WHAT THE TASK ASKS —
Set down all of the data that follows word for word, without the images.

DATASET EXTRACT —
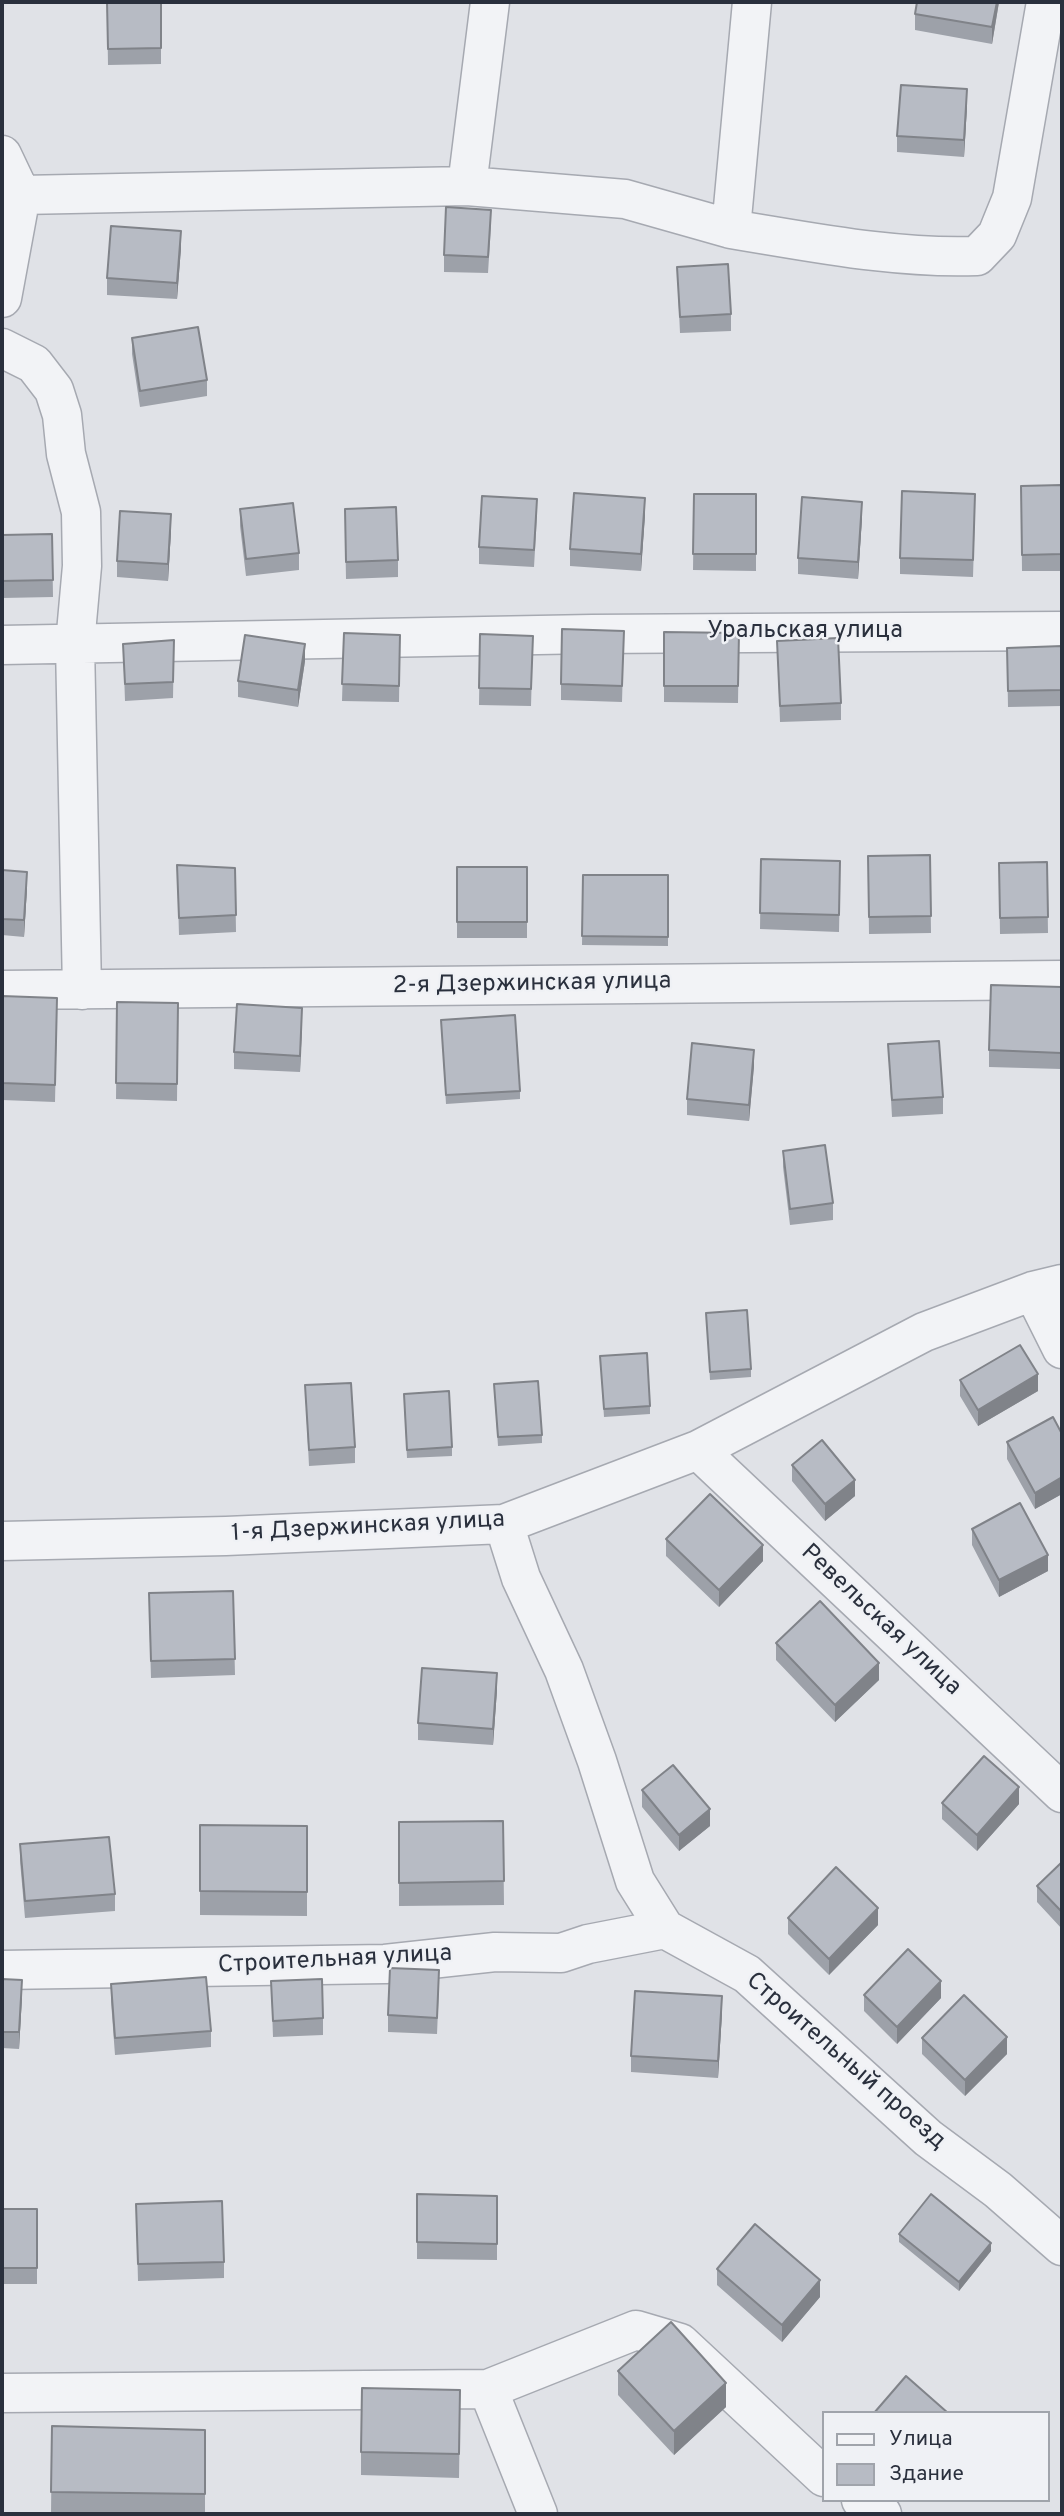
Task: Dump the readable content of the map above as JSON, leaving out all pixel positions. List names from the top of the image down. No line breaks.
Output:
{"streets":{"street":["Уральская улица","2-я Дзержинская улица","1-я Дзержинская улица","Ревельская улица","Строительная улица","Строительный проезд"]},"crossings":[["1-я Дзержинская улица","Ревельская улица"],["1-я Дзержинская улица","Строительный проезд"],["Строительная улица","Строительный проезд"]],"legend":["Улица","Здание"]}
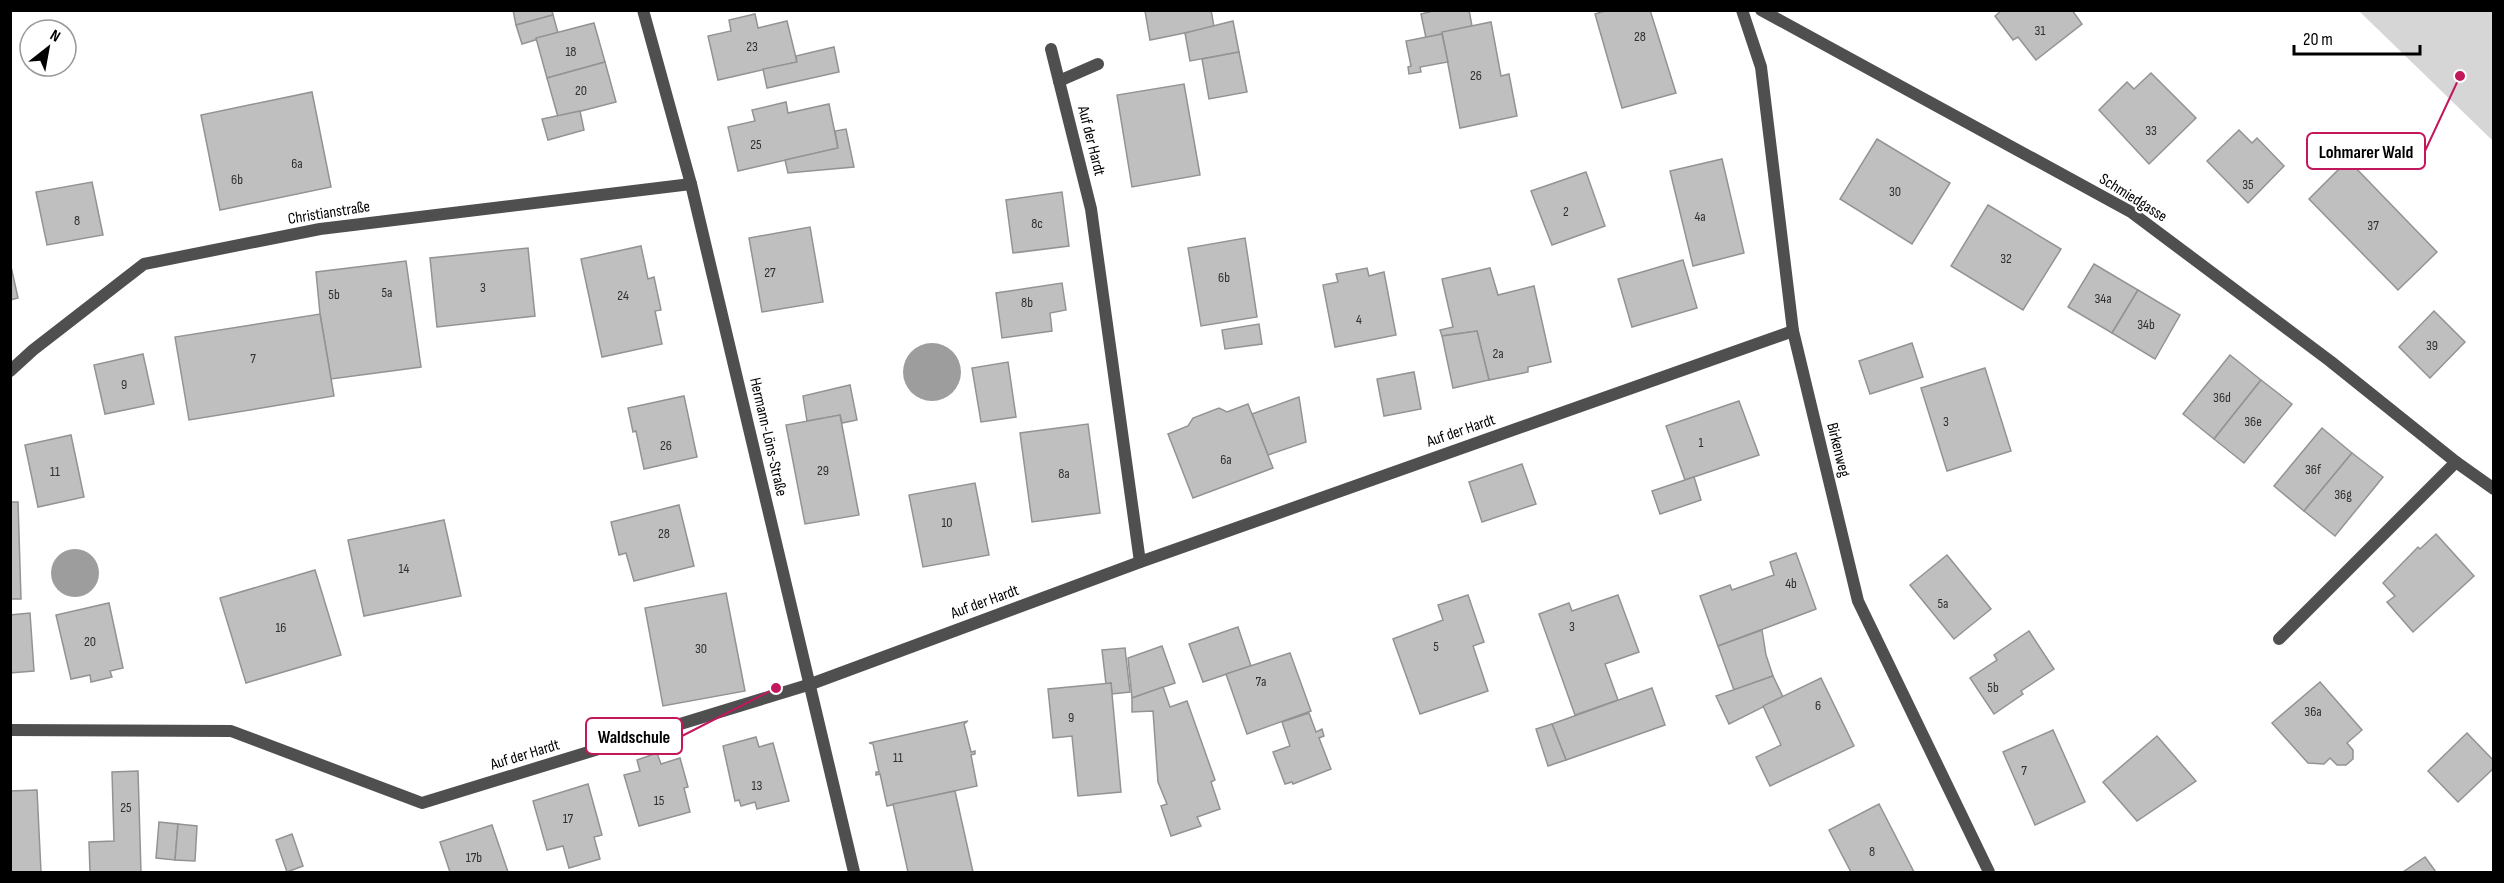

WORKED SOLUTION —
Task: Dump the readable content of the map above as JSON, leaving out all pixel positions. List names from the top of the image down. No line breaks.
Output:
{"streets":{"street":["Уральская улица","2-я Дзержинская улица","1-я Дзержинская улица","Ревельская улица","Строительная улица","Строительный проезд"]},"crossings":[["1-я Дзержинская улица","Ревельская улица"],["1-я Дзержинская улица","Строительный проезд"],["Строительная улица","Строительный проезд"]],"legend":["Улица","Здание"]}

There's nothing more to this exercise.